PROBLEM DESCRIPTION:
All records below must be retyped exactly.

SUPPLIED ENTRIES START

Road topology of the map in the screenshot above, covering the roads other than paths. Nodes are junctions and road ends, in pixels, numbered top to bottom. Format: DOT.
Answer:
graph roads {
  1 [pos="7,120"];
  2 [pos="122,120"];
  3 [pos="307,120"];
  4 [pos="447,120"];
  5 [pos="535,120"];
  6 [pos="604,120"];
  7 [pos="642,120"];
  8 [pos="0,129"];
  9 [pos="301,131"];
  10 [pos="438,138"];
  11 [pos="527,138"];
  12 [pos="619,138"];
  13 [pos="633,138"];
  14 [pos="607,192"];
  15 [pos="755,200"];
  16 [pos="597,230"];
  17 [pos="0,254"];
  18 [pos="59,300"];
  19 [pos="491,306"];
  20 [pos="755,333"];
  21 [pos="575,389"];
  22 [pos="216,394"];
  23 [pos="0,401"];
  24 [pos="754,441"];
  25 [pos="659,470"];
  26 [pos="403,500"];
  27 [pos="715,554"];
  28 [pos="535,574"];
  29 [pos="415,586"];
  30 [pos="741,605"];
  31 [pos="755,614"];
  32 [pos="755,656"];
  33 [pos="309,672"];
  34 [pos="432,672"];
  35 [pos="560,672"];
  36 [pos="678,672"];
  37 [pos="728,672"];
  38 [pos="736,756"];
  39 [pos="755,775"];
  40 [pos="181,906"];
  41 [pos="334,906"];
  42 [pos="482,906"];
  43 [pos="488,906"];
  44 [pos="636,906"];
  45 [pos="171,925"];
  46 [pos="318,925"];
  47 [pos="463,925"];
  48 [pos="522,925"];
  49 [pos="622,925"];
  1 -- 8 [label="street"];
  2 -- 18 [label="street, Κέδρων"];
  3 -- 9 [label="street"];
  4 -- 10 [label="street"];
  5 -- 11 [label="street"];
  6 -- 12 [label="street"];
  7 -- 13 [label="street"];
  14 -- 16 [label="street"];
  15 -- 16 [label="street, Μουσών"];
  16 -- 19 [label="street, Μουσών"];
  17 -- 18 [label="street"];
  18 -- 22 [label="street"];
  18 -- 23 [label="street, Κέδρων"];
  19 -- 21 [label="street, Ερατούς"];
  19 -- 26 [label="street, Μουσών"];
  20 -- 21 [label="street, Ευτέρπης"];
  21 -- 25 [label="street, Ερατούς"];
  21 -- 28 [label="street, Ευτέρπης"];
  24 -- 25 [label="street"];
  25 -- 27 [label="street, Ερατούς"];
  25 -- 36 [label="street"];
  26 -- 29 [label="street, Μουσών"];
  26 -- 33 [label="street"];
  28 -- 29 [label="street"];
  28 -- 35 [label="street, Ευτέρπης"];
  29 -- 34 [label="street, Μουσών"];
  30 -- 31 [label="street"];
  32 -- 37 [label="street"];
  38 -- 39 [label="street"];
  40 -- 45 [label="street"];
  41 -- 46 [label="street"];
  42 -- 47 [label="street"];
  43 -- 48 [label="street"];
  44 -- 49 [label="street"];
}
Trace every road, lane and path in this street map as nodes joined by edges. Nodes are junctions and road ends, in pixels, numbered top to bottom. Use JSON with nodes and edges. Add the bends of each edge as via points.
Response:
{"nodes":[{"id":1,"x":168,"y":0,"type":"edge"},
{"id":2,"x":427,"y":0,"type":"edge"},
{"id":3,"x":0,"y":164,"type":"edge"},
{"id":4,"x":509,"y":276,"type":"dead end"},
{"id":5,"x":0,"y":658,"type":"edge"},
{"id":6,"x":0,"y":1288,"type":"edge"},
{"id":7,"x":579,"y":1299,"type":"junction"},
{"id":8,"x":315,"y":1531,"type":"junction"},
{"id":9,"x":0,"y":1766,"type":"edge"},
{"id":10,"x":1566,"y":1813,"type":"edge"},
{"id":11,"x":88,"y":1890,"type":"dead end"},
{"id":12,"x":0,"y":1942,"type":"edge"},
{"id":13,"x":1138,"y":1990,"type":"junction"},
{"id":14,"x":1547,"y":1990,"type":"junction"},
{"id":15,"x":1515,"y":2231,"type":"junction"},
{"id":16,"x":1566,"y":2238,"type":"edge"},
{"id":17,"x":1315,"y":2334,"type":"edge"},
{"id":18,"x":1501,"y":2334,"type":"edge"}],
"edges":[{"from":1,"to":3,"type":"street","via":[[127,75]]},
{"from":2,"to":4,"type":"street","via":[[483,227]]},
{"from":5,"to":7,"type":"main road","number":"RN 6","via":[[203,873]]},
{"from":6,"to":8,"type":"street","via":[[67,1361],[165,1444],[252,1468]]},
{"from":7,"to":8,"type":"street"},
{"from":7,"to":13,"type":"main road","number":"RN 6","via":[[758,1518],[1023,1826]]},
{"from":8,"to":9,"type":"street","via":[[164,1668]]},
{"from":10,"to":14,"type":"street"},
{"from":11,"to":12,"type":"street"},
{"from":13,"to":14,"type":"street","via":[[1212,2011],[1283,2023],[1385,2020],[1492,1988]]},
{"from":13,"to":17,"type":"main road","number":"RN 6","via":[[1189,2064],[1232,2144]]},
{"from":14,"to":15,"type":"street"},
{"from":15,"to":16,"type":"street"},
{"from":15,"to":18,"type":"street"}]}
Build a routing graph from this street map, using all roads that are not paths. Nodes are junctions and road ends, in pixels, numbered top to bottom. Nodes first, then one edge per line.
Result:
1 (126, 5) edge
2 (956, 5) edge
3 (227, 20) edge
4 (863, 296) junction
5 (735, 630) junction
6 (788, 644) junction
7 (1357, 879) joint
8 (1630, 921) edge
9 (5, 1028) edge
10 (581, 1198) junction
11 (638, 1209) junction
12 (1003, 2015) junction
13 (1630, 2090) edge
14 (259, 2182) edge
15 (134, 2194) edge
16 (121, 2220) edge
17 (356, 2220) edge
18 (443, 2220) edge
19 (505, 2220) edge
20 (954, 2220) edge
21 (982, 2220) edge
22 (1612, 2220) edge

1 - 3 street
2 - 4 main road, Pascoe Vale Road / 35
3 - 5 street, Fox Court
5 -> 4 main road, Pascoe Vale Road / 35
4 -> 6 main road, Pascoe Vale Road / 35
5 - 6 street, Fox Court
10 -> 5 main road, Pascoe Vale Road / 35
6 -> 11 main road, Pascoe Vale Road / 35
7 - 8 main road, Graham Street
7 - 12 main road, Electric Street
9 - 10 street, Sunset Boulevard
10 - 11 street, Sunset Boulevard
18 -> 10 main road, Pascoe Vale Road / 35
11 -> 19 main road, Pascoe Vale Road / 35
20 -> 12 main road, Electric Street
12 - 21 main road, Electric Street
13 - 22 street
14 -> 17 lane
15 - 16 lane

SUPPLIED ENTRIES END

SOLUTION TO THIS TASK:
Road topology of the map in the screenshot above, covering the roads other than paths. Nodes are junctions and road ends, in pixels, numbered top to bottom. Format: DOT.
Answer:
graph roads {
  1 [pos="7,120"];
  2 [pos="122,120"];
  3 [pos="307,120"];
  4 [pos="447,120"];
  5 [pos="535,120"];
  6 [pos="604,120"];
  7 [pos="642,120"];
  8 [pos="0,129"];
  9 [pos="301,131"];
  10 [pos="438,138"];
  11 [pos="527,138"];
  12 [pos="619,138"];
  13 [pos="633,138"];
  14 [pos="607,192"];
  15 [pos="755,200"];
  16 [pos="597,230"];
  17 [pos="0,254"];
  18 [pos="59,300"];
  19 [pos="491,306"];
  20 [pos="755,333"];
  21 [pos="575,389"];
  22 [pos="216,394"];
  23 [pos="0,401"];
  24 [pos="754,441"];
  25 [pos="659,470"];
  26 [pos="403,500"];
  27 [pos="715,554"];
  28 [pos="535,574"];
  29 [pos="415,586"];
  30 [pos="741,605"];
  31 [pos="755,614"];
  32 [pos="755,656"];
  33 [pos="309,672"];
  34 [pos="432,672"];
  35 [pos="560,672"];
  36 [pos="678,672"];
  37 [pos="728,672"];
  38 [pos="736,756"];
  39 [pos="755,775"];
  40 [pos="181,906"];
  41 [pos="334,906"];
  42 [pos="482,906"];
  43 [pos="488,906"];
  44 [pos="636,906"];
  45 [pos="171,925"];
  46 [pos="318,925"];
  47 [pos="463,925"];
  48 [pos="522,925"];
  49 [pos="622,925"];
  1 -- 8 [label="street"];
  2 -- 18 [label="street, Κέδρων"];
  3 -- 9 [label="street"];
  4 -- 10 [label="street"];
  5 -- 11 [label="street"];
  6 -- 12 [label="street"];
  7 -- 13 [label="street"];
  14 -- 16 [label="street"];
  15 -- 16 [label="street, Μουσών"];
  16 -- 19 [label="street, Μουσών"];
  17 -- 18 [label="street"];
  18 -- 22 [label="street"];
  18 -- 23 [label="street, Κέδρων"];
  19 -- 21 [label="street, Ερατούς"];
  19 -- 26 [label="street, Μουσών"];
  20 -- 21 [label="street, Ευτέρπης"];
  21 -- 25 [label="street, Ερατούς"];
  21 -- 28 [label="street, Ευτέρπης"];
  24 -- 25 [label="street"];
  25 -- 27 [label="street, Ερατούς"];
  25 -- 36 [label="street"];
  26 -- 29 [label="street, Μουσών"];
  26 -- 33 [label="street"];
  28 -- 29 [label="street"];
  28 -- 35 [label="street, Ευτέρπης"];
  29 -- 34 [label="street, Μουσών"];
  30 -- 31 [label="street"];
  32 -- 37 [label="street"];
  38 -- 39 [label="street"];
  40 -- 45 [label="street"];
  41 -- 46 [label="street"];
  42 -- 47 [label="street"];
  43 -- 48 [label="street"];
  44 -- 49 [label="street"];
}
Trace every road, lane and path in this street map as nodes joined by edges. Nodes are junctions and road ends, in pixels, numbered top to bottom. Use JSON with nodes and edges. Add the bends of each edge as via points.
Response:
{"nodes":[{"id":1,"x":168,"y":0,"type":"edge"},
{"id":2,"x":427,"y":0,"type":"edge"},
{"id":3,"x":0,"y":164,"type":"edge"},
{"id":4,"x":509,"y":276,"type":"dead end"},
{"id":5,"x":0,"y":658,"type":"edge"},
{"id":6,"x":0,"y":1288,"type":"edge"},
{"id":7,"x":579,"y":1299,"type":"junction"},
{"id":8,"x":315,"y":1531,"type":"junction"},
{"id":9,"x":0,"y":1766,"type":"edge"},
{"id":10,"x":1566,"y":1813,"type":"edge"},
{"id":11,"x":88,"y":1890,"type":"dead end"},
{"id":12,"x":0,"y":1942,"type":"edge"},
{"id":13,"x":1138,"y":1990,"type":"junction"},
{"id":14,"x":1547,"y":1990,"type":"junction"},
{"id":15,"x":1515,"y":2231,"type":"junction"},
{"id":16,"x":1566,"y":2238,"type":"edge"},
{"id":17,"x":1315,"y":2334,"type":"edge"},
{"id":18,"x":1501,"y":2334,"type":"edge"}],
"edges":[{"from":1,"to":3,"type":"street","via":[[127,75]]},
{"from":2,"to":4,"type":"street","via":[[483,227]]},
{"from":5,"to":7,"type":"main road","number":"RN 6","via":[[203,873]]},
{"from":6,"to":8,"type":"street","via":[[67,1361],[165,1444],[252,1468]]},
{"from":7,"to":8,"type":"street"},
{"from":7,"to":13,"type":"main road","number":"RN 6","via":[[758,1518],[1023,1826]]},
{"from":8,"to":9,"type":"street","via":[[164,1668]]},
{"from":10,"to":14,"type":"street"},
{"from":11,"to":12,"type":"street"},
{"from":13,"to":14,"type":"street","via":[[1212,2011],[1283,2023],[1385,2020],[1492,1988]]},
{"from":13,"to":17,"type":"main road","number":"RN 6","via":[[1189,2064],[1232,2144]]},
{"from":14,"to":15,"type":"street"},
{"from":15,"to":16,"type":"street"},
{"from":15,"to":18,"type":"street"}]}
Build a routing graph from this street map, using all roads that are not paths. Nodes are junctions and road ends, in pixels, numbered top to bottom. Nodes first, then one edge per line.
Result:
1 (126, 5) edge
2 (956, 5) edge
3 (227, 20) edge
4 (863, 296) junction
5 (735, 630) junction
6 (788, 644) junction
7 (1357, 879) joint
8 (1630, 921) edge
9 (5, 1028) edge
10 (581, 1198) junction
11 (638, 1209) junction
12 (1003, 2015) junction
13 (1630, 2090) edge
14 (259, 2182) edge
15 (134, 2194) edge
16 (121, 2220) edge
17 (356, 2220) edge
18 (443, 2220) edge
19 (505, 2220) edge
20 (954, 2220) edge
21 (982, 2220) edge
22 (1612, 2220) edge

1 - 3 street
2 - 4 main road, Pascoe Vale Road / 35
3 - 5 street, Fox Court
5 -> 4 main road, Pascoe Vale Road / 35
4 -> 6 main road, Pascoe Vale Road / 35
5 - 6 street, Fox Court
10 -> 5 main road, Pascoe Vale Road / 35
6 -> 11 main road, Pascoe Vale Road / 35
7 - 8 main road, Graham Street
7 - 12 main road, Electric Street
9 - 10 street, Sunset Boulevard
10 - 11 street, Sunset Boulevard
18 -> 10 main road, Pascoe Vale Road / 35
11 -> 19 main road, Pascoe Vale Road / 35
20 -> 12 main road, Electric Street
12 - 21 main road, Electric Street
13 - 22 street
14 -> 17 lane
15 - 16 lane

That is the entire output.